Assignment: Starting with the first line, transcribe the material exactly through to the last.

----------------

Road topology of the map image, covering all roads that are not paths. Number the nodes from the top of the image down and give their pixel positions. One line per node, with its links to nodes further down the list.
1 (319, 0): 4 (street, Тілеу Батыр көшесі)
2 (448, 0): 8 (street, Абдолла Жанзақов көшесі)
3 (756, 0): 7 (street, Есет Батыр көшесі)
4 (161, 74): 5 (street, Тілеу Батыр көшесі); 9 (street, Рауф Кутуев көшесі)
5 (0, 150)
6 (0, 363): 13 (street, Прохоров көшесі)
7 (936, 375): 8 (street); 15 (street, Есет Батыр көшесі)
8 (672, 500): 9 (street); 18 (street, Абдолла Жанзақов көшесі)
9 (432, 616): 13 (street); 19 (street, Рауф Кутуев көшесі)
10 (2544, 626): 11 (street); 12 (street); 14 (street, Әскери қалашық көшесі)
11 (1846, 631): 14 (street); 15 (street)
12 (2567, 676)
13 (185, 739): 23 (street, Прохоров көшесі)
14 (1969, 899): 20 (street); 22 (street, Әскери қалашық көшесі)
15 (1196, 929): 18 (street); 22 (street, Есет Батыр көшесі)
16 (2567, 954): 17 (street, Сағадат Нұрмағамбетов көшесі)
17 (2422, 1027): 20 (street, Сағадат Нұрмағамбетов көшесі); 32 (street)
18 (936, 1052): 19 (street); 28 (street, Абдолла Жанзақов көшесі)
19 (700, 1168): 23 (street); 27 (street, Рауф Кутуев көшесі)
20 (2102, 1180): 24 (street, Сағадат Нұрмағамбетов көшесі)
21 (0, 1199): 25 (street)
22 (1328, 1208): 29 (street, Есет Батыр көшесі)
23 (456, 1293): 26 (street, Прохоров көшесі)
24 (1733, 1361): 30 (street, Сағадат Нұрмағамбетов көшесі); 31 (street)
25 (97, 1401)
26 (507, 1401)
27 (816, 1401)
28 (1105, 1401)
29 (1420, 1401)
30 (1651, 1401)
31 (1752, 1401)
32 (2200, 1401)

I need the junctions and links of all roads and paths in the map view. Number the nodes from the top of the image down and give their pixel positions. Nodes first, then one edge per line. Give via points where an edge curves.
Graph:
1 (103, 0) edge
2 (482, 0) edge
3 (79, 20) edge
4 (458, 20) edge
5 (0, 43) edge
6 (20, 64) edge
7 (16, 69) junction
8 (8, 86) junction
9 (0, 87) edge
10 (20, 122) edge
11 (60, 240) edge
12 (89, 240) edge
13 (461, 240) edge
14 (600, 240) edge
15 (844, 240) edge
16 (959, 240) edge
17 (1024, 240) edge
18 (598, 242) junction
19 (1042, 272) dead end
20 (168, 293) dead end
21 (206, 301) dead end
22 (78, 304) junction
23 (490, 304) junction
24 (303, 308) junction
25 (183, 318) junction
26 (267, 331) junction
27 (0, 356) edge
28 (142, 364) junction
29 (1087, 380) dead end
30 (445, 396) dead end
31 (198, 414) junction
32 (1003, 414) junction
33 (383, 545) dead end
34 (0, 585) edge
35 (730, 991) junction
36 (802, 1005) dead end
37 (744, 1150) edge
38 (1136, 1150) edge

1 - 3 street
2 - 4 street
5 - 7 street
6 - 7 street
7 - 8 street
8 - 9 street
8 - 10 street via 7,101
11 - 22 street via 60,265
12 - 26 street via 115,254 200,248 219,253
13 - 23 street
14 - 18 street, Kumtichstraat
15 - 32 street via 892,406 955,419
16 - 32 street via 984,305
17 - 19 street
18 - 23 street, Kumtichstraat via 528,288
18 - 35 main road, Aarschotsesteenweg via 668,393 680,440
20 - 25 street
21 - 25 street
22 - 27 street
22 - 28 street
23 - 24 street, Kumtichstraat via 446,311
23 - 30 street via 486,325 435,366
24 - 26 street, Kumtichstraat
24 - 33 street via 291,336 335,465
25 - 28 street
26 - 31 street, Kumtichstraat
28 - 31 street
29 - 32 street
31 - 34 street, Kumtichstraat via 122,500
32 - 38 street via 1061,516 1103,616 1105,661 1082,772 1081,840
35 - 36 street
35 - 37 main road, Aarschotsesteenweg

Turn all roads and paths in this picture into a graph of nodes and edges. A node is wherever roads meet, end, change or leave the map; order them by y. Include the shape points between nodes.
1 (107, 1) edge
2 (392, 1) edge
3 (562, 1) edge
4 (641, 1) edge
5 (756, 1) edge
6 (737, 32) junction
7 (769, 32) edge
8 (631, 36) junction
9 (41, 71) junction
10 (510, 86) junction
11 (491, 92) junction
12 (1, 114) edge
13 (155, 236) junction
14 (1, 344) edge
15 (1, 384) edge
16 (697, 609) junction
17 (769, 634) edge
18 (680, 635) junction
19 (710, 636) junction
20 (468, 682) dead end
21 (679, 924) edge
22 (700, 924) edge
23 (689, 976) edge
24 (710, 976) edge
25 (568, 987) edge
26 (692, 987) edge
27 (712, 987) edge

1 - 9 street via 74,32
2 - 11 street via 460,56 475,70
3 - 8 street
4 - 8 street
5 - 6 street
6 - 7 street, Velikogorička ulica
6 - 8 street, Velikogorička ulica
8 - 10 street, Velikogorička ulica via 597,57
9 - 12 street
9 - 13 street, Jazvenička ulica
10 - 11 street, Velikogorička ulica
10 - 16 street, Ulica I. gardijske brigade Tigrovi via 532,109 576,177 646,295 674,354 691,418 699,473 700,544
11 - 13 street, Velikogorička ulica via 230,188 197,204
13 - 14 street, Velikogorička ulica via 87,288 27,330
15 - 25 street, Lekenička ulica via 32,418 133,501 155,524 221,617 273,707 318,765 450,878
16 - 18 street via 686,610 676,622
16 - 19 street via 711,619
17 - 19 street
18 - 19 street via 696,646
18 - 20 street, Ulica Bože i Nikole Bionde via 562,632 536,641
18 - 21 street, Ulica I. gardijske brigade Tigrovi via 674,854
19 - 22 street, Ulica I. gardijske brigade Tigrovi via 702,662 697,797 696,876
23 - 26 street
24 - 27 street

----------------

Task answer:
Road topology of the map image, covering all roads that are not paths. Number the nodes from the top of the image down and give their pixel positions. One line per node, with its links to nodes further down the list.
1 (319, 0): 4 (street, Тілеу Батыр көшесі)
2 (448, 0): 8 (street, Абдолла Жанзақов көшесі)
3 (756, 0): 7 (street, Есет Батыр көшесі)
4 (161, 74): 5 (street, Тілеу Батыр көшесі); 9 (street, Рауф Кутуев көшесі)
5 (0, 150)
6 (0, 363): 13 (street, Прохоров көшесі)
7 (936, 375): 8 (street); 15 (street, Есет Батыр көшесі)
8 (672, 500): 9 (street); 18 (street, Абдолла Жанзақов көшесі)
9 (432, 616): 13 (street); 19 (street, Рауф Кутуев көшесі)
10 (2544, 626): 11 (street); 12 (street); 14 (street, Әскери қалашық көшесі)
11 (1846, 631): 14 (street); 15 (street)
12 (2567, 676)
13 (185, 739): 23 (street, Прохоров көшесі)
14 (1969, 899): 20 (street); 22 (street, Әскери қалашық көшесі)
15 (1196, 929): 18 (street); 22 (street, Есет Батыр көшесі)
16 (2567, 954): 17 (street, Сағадат Нұрмағамбетов көшесі)
17 (2422, 1027): 20 (street, Сағадат Нұрмағамбетов көшесі); 32 (street)
18 (936, 1052): 19 (street); 28 (street, Абдолла Жанзақов көшесі)
19 (700, 1168): 23 (street); 27 (street, Рауф Кутуев көшесі)
20 (2102, 1180): 24 (street, Сағадат Нұрмағамбетов көшесі)
21 (0, 1199): 25 (street)
22 (1328, 1208): 29 (street, Есет Батыр көшесі)
23 (456, 1293): 26 (street, Прохоров көшесі)
24 (1733, 1361): 30 (street, Сағадат Нұрмағамбетов көшесі); 31 (street)
25 (97, 1401)
26 (507, 1401)
27 (816, 1401)
28 (1105, 1401)
29 (1420, 1401)
30 (1651, 1401)
31 (1752, 1401)
32 (2200, 1401)

I need the junctions and links of all roads and paths in the map view. Number the nodes from the top of the image down and give their pixel positions. Nodes first, then one edge per line. Give via points where an edge curves.
Graph:
1 (103, 0) edge
2 (482, 0) edge
3 (79, 20) edge
4 (458, 20) edge
5 (0, 43) edge
6 (20, 64) edge
7 (16, 69) junction
8 (8, 86) junction
9 (0, 87) edge
10 (20, 122) edge
11 (60, 240) edge
12 (89, 240) edge
13 (461, 240) edge
14 (600, 240) edge
15 (844, 240) edge
16 (959, 240) edge
17 (1024, 240) edge
18 (598, 242) junction
19 (1042, 272) dead end
20 (168, 293) dead end
21 (206, 301) dead end
22 (78, 304) junction
23 (490, 304) junction
24 (303, 308) junction
25 (183, 318) junction
26 (267, 331) junction
27 (0, 356) edge
28 (142, 364) junction
29 (1087, 380) dead end
30 (445, 396) dead end
31 (198, 414) junction
32 (1003, 414) junction
33 (383, 545) dead end
34 (0, 585) edge
35 (730, 991) junction
36 (802, 1005) dead end
37 (744, 1150) edge
38 (1136, 1150) edge

1 - 3 street
2 - 4 street
5 - 7 street
6 - 7 street
7 - 8 street
8 - 9 street
8 - 10 street via 7,101
11 - 22 street via 60,265
12 - 26 street via 115,254 200,248 219,253
13 - 23 street
14 - 18 street, Kumtichstraat
15 - 32 street via 892,406 955,419
16 - 32 street via 984,305
17 - 19 street
18 - 23 street, Kumtichstraat via 528,288
18 - 35 main road, Aarschotsesteenweg via 668,393 680,440
20 - 25 street
21 - 25 street
22 - 27 street
22 - 28 street
23 - 24 street, Kumtichstraat via 446,311
23 - 30 street via 486,325 435,366
24 - 26 street, Kumtichstraat
24 - 33 street via 291,336 335,465
25 - 28 street
26 - 31 street, Kumtichstraat
28 - 31 street
29 - 32 street
31 - 34 street, Kumtichstraat via 122,500
32 - 38 street via 1061,516 1103,616 1105,661 1082,772 1081,840
35 - 36 street
35 - 37 main road, Aarschotsesteenweg

Turn all roads and paths in this picture into a graph of nodes and edges. A node is wherever roads meet, end, change or leave the map; order them by y. Include the shape points between nodes.
1 (107, 1) edge
2 (392, 1) edge
3 (562, 1) edge
4 (641, 1) edge
5 (756, 1) edge
6 (737, 32) junction
7 (769, 32) edge
8 (631, 36) junction
9 (41, 71) junction
10 (510, 86) junction
11 (491, 92) junction
12 (1, 114) edge
13 (155, 236) junction
14 (1, 344) edge
15 (1, 384) edge
16 (697, 609) junction
17 (769, 634) edge
18 (680, 635) junction
19 (710, 636) junction
20 (468, 682) dead end
21 (679, 924) edge
22 (700, 924) edge
23 (689, 976) edge
24 (710, 976) edge
25 (568, 987) edge
26 (692, 987) edge
27 (712, 987) edge

1 - 9 street via 74,32
2 - 11 street via 460,56 475,70
3 - 8 street
4 - 8 street
5 - 6 street
6 - 7 street, Velikogorička ulica
6 - 8 street, Velikogorička ulica
8 - 10 street, Velikogorička ulica via 597,57
9 - 12 street
9 - 13 street, Jazvenička ulica
10 - 11 street, Velikogorička ulica
10 - 16 street, Ulica I. gardijske brigade Tigrovi via 532,109 576,177 646,295 674,354 691,418 699,473 700,544
11 - 13 street, Velikogorička ulica via 230,188 197,204
13 - 14 street, Velikogorička ulica via 87,288 27,330
15 - 25 street, Lekenička ulica via 32,418 133,501 155,524 221,617 273,707 318,765 450,878
16 - 18 street via 686,610 676,622
16 - 19 street via 711,619
17 - 19 street
18 - 19 street via 696,646
18 - 20 street, Ulica Bože i Nikole Bionde via 562,632 536,641
18 - 21 street, Ulica I. gardijske brigade Tigrovi via 674,854
19 - 22 street, Ulica I. gardijske brigade Tigrovi via 702,662 697,797 696,876
23 - 26 street
24 - 27 street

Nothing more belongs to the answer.